Supplied entries START
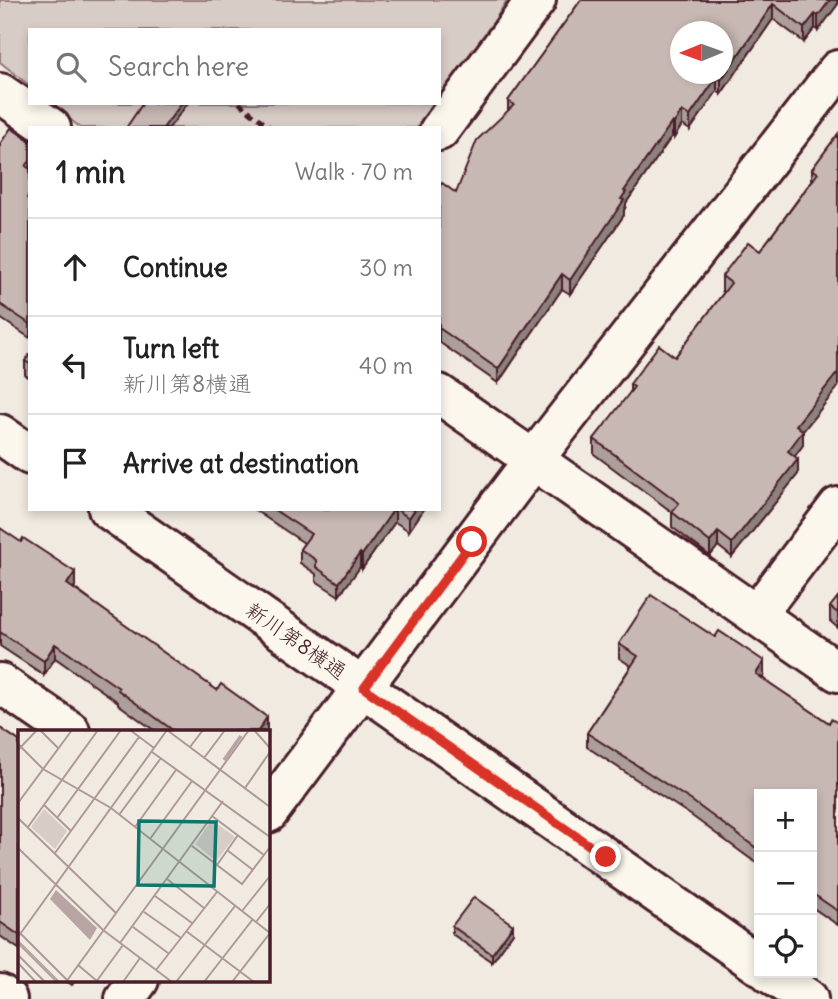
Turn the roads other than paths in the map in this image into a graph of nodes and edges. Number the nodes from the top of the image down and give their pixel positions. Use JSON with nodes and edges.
{"nodes":[{"id":1,"x":536,"y":0,"type":"edge"},
{"id":2,"x":838,"y":69,"type":"edge"},
{"id":3,"x":0,"y":93,"type":"edge"},
{"id":4,"x":48,"y":126,"type":"edge"},
{"id":5,"x":441,"y":128,"type":"edge"},
{"id":6,"x":441,"y":395,"type":"edge"},
{"id":7,"x":0,"y":434,"type":"edge"},
{"id":8,"x":28,"y":454,"type":"edge"},
{"id":9,"x":534,"y":459,"type":"junction"},
{"id":10,"x":838,"y":508,"type":"edge"},
{"id":11,"x":111,"y":511,"type":"edge"},
{"id":12,"x":756,"y":615,"type":"junction"},
{"id":13,"x":838,"y":672,"type":"edge"},
{"id":14,"x":0,"y":683,"type":"edge"},
{"id":15,"x":364,"y":688,"type":"junction"},
{"id":16,"x":69,"y":730,"type":"edge"},
{"id":17,"x":270,"y":810,"type":"edge"},
{"id":18,"x":754,"y":961,"type":"edge"},
{"id":19,"x":777,"y":978,"type":"edge"},
{"id":20,"x":138,"y":982,"type":"edge"},
{"id":21,"x":0,"y":994,"type":"edge"},
{"id":22,"x":8,"y":999,"type":"edge"},
{"id":23,"x":125,"y":999,"type":"edge"},
{"id":24,"x":808,"y":999,"type":"edge"}],
"edges":[{"from":1,"to":5,"type":"street"},
{"from":2,"to":9,"type":"street"},
{"from":3,"to":4,"type":"street"},
{"from":6,"to":9,"type":"street"},
{"from":7,"to":8,"type":"street"},
{"from":9,"to":12,"type":"street"},
{"from":9,"to":15,"type":"street"},
{"from":10,"to":12,"type":"street"},
{"from":11,"to":15,"type":"street","name":"新川第8横通"},
{"from":12,"to":13,"type":"street"},
{"from":14,"to":16,"type":"street"},
{"from":15,"to":17,"type":"street"},
{"from":15,"to":18,"type":"street","name":"新川第8横通"},
{"from":19,"to":24,"type":"street"},
{"from":20,"to":23,"type":"street"},
{"from":21,"to":22,"type":"street"}]}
Supplied entries END
Send back every line above exactly, skipping all pictures.

• _Completed task_
Turn the roads other than paths in the map in this image into a graph of nodes and edges. Number the nodes from the top of the image down and give their pixel positions. Use JSON with nodes and edges.
{"nodes":[{"id":1,"x":536,"y":0,"type":"edge"},
{"id":2,"x":838,"y":69,"type":"edge"},
{"id":3,"x":0,"y":93,"type":"edge"},
{"id":4,"x":48,"y":126,"type":"edge"},
{"id":5,"x":441,"y":128,"type":"edge"},
{"id":6,"x":441,"y":395,"type":"edge"},
{"id":7,"x":0,"y":434,"type":"edge"},
{"id":8,"x":28,"y":454,"type":"edge"},
{"id":9,"x":534,"y":459,"type":"junction"},
{"id":10,"x":838,"y":508,"type":"edge"},
{"id":11,"x":111,"y":511,"type":"edge"},
{"id":12,"x":756,"y":615,"type":"junction"},
{"id":13,"x":838,"y":672,"type":"edge"},
{"id":14,"x":0,"y":683,"type":"edge"},
{"id":15,"x":364,"y":688,"type":"junction"},
{"id":16,"x":69,"y":730,"type":"edge"},
{"id":17,"x":270,"y":810,"type":"edge"},
{"id":18,"x":754,"y":961,"type":"edge"},
{"id":19,"x":777,"y":978,"type":"edge"},
{"id":20,"x":138,"y":982,"type":"edge"},
{"id":21,"x":0,"y":994,"type":"edge"},
{"id":22,"x":8,"y":999,"type":"edge"},
{"id":23,"x":125,"y":999,"type":"edge"},
{"id":24,"x":808,"y":999,"type":"edge"}],
"edges":[{"from":1,"to":5,"type":"street"},
{"from":2,"to":9,"type":"street"},
{"from":3,"to":4,"type":"street"},
{"from":6,"to":9,"type":"street"},
{"from":7,"to":8,"type":"street"},
{"from":9,"to":12,"type":"street"},
{"from":9,"to":15,"type":"street"},
{"from":10,"to":12,"type":"street"},
{"from":11,"to":15,"type":"street","name":"新川第8横通"},
{"from":12,"to":13,"type":"street"},
{"from":14,"to":16,"type":"street"},
{"from":15,"to":17,"type":"street"},
{"from":15,"to":18,"type":"street","name":"新川第8横通"},
{"from":19,"to":24,"type":"street"},
{"from":20,"to":23,"type":"street"},
{"from":21,"to":22,"type":"street"}]}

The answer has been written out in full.